Early Riser

Jasper Fforde
Early Riser Cover

Early Riser


Early Riser is a constrained experience compared to Fforde's more expansive series, but still sparkles with trademark wit and weirdness.

I am contractually obliged to begin all reviews of Jasper Fforde by thanking my mother, who got me in to his writing (and out of a period of teenage pretentiousness in which I thought I only wanted to read "the classics") by sending The Eyre Affair to the Eurasian continental pole of inaccessibility, where I was living at the time. The Thursday Next series, with its blend of whimsical worldbuilding and little England nostalgia, turned out to be a much better prospect than endless rereads of War and Peace, and a combination of further shipments and lucky bookswap finds meant I got to enjoy the entire series at exactly the point where I was most susceptible to its charms.

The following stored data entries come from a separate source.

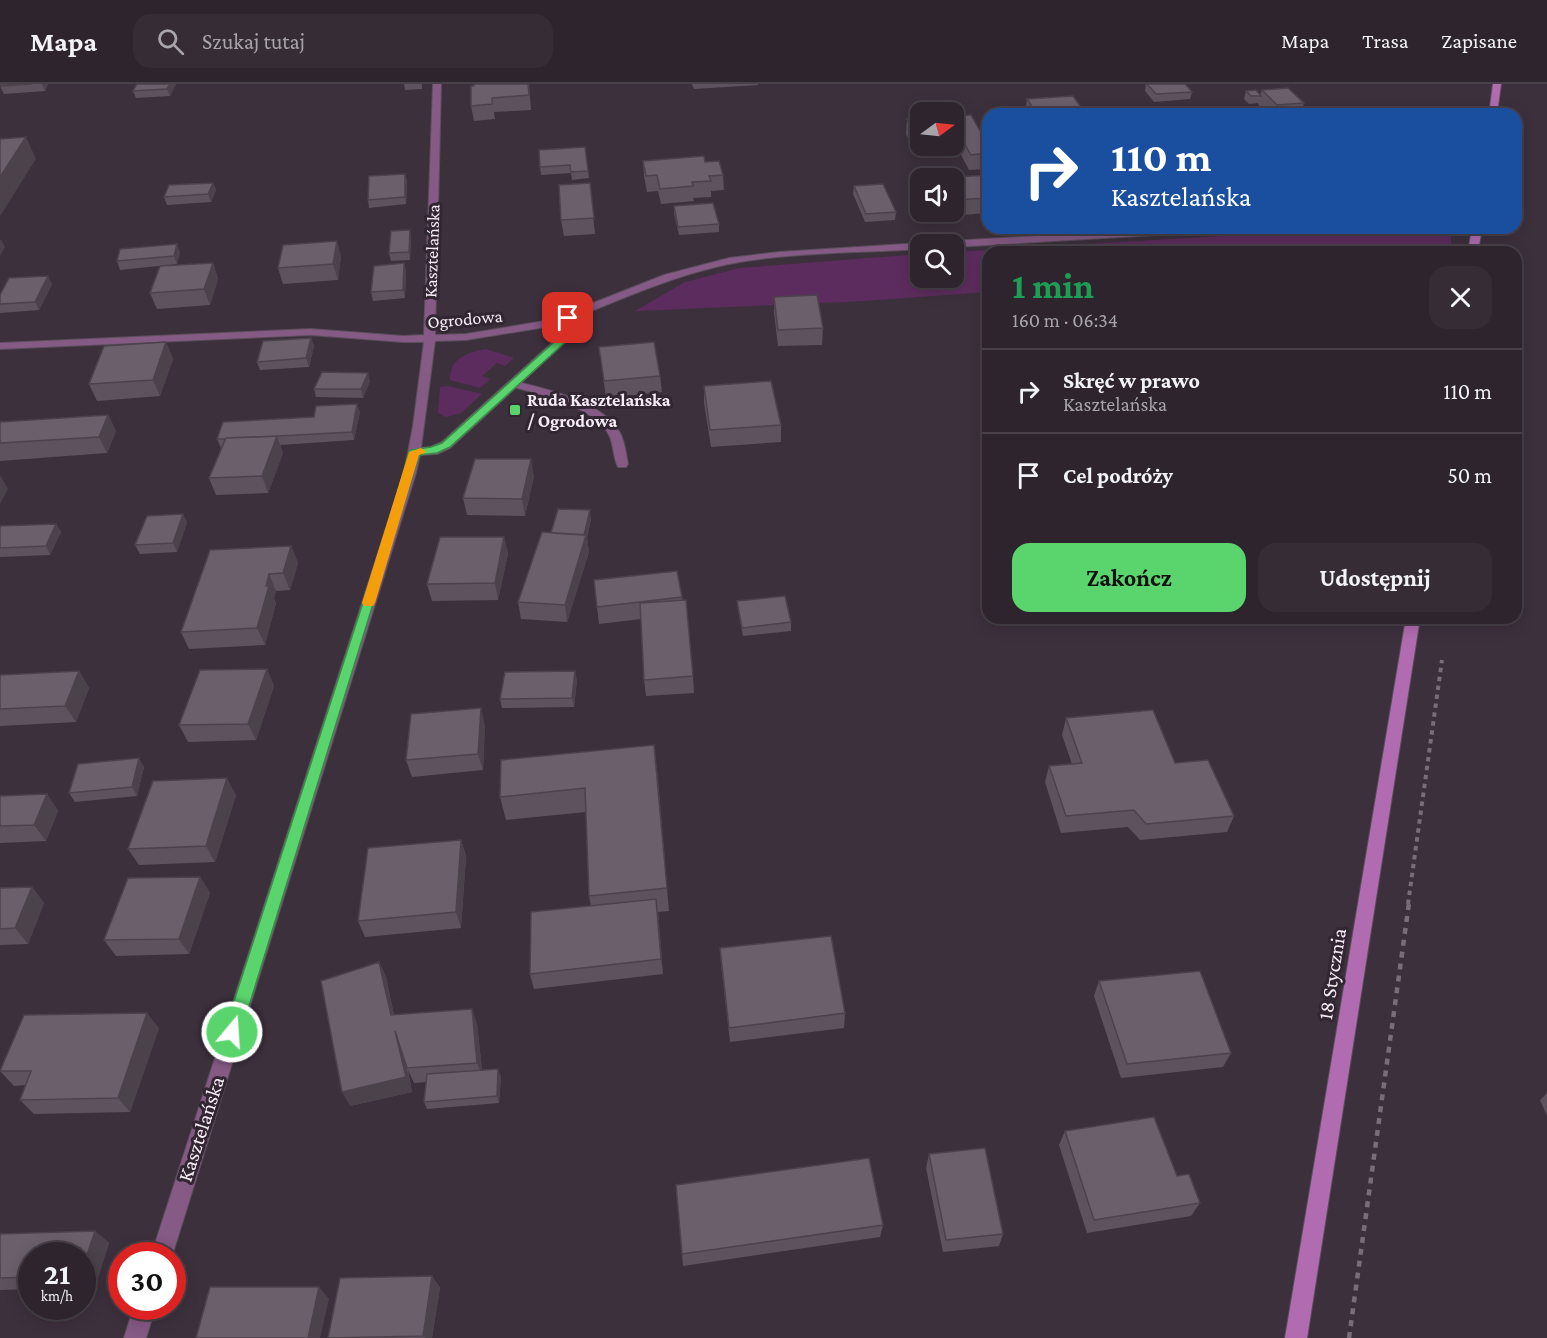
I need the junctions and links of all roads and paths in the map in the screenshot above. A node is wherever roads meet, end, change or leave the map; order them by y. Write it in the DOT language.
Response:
graph roads {
  1 [pos="437,84"];
  2 [pos="1497,84"];
  3 [pos="1494,108"];
  4 [pos="1120,234"];
  5 [pos="964,243"];
  6 [pos="910,247"];
  7 [pos="568,318"];
  8 [pos="429,339"];
  9 [pos="0,346"];
  10 [pos="514,384"];
  11 [pos="415,452"];
  12 [pos="622,464"];
  13 [pos="1412,624"];
  14 [pos="1442,655"];
  15 [pos="165,1242"];
  16 [pos="141,1320"];
  17 [pos="135,1338"];
  18 [pos="1296,1338"];
  19 [pos="1349,1338"];
  1 -- 8 [label="street, Kasztelańska"];
  2 -- 3 [label="main road"];
  4 -- 5 [label="street"];
  6 -- 7 [label="street, Ogrodowa"];
  7 -- 8 [label="street, Ogrodowa"];
  7 -- 10 [label="street"];
  8 -- 9 [label="street, Ogrodowa"];
  8 -- 11 [label="street, Kasztelańska"];
  10 -- 11 [label="street"];
  10 -- 12 [label="street"];
  11 -- 15 [label="street, Kasztelańska"];
  13 -- 18 [label="main road, 18 Stycznia"];
  14 -- 19 [label="path"];
  16 -- 17 [label="street"];
}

It's with that love for his work that I approach this new volume -- Fforde's first new book in four years -- so to say my expectations were high is something of an understatement.

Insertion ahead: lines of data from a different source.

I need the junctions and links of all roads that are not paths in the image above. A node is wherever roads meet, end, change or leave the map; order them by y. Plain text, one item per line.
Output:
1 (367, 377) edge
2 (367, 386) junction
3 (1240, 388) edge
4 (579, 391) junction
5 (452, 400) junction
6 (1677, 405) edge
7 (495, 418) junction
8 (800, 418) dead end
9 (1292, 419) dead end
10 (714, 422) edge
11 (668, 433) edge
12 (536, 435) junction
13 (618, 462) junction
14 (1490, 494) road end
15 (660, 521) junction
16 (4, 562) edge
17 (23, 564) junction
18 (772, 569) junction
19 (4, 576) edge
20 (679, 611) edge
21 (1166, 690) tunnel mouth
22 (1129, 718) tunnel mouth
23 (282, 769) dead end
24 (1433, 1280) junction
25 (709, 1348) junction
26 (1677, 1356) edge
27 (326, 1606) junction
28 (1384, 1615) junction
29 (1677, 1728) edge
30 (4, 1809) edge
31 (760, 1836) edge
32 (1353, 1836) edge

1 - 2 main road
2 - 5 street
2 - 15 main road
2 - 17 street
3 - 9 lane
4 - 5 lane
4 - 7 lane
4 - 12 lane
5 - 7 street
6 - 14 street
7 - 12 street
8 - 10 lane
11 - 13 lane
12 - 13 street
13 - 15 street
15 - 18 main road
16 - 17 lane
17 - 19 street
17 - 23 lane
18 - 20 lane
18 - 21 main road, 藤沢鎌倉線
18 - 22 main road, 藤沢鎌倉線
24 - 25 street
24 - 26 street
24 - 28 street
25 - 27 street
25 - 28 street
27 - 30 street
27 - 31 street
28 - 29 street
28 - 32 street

Fforde's novels are all set in alternate visions of England or Wales, in which a recognisable set of British cultural elements have been broken down, stirred around, reconstituted with a completely different logical framework and a more or less authoritarian atmosphere, and embedded into the overarching "what-if" propelling that particular story. In Early Riser, the skew comes from the fact that humans in this version of Earth, where climate apparently works completely differently, have evolved to hibernate through winter. This single biological change precipitates a massive shift in how human society has developed, with a significantly altered pattern of mortality and technology; yet somehow the path of development has still thrown up such recognisable fundamentals as Mini Rolls, Rick Astley, the class system, and the Welsh seaside village of Mumbles. A few crumbs of worldbuilding hint at how the world outside Wales copes with hibernation, what with weather and seasons still not being the same everywhere, but this isn't very fleshed out: Early Riser isn't a watertight worldbuilding experience, but it's a very fun one.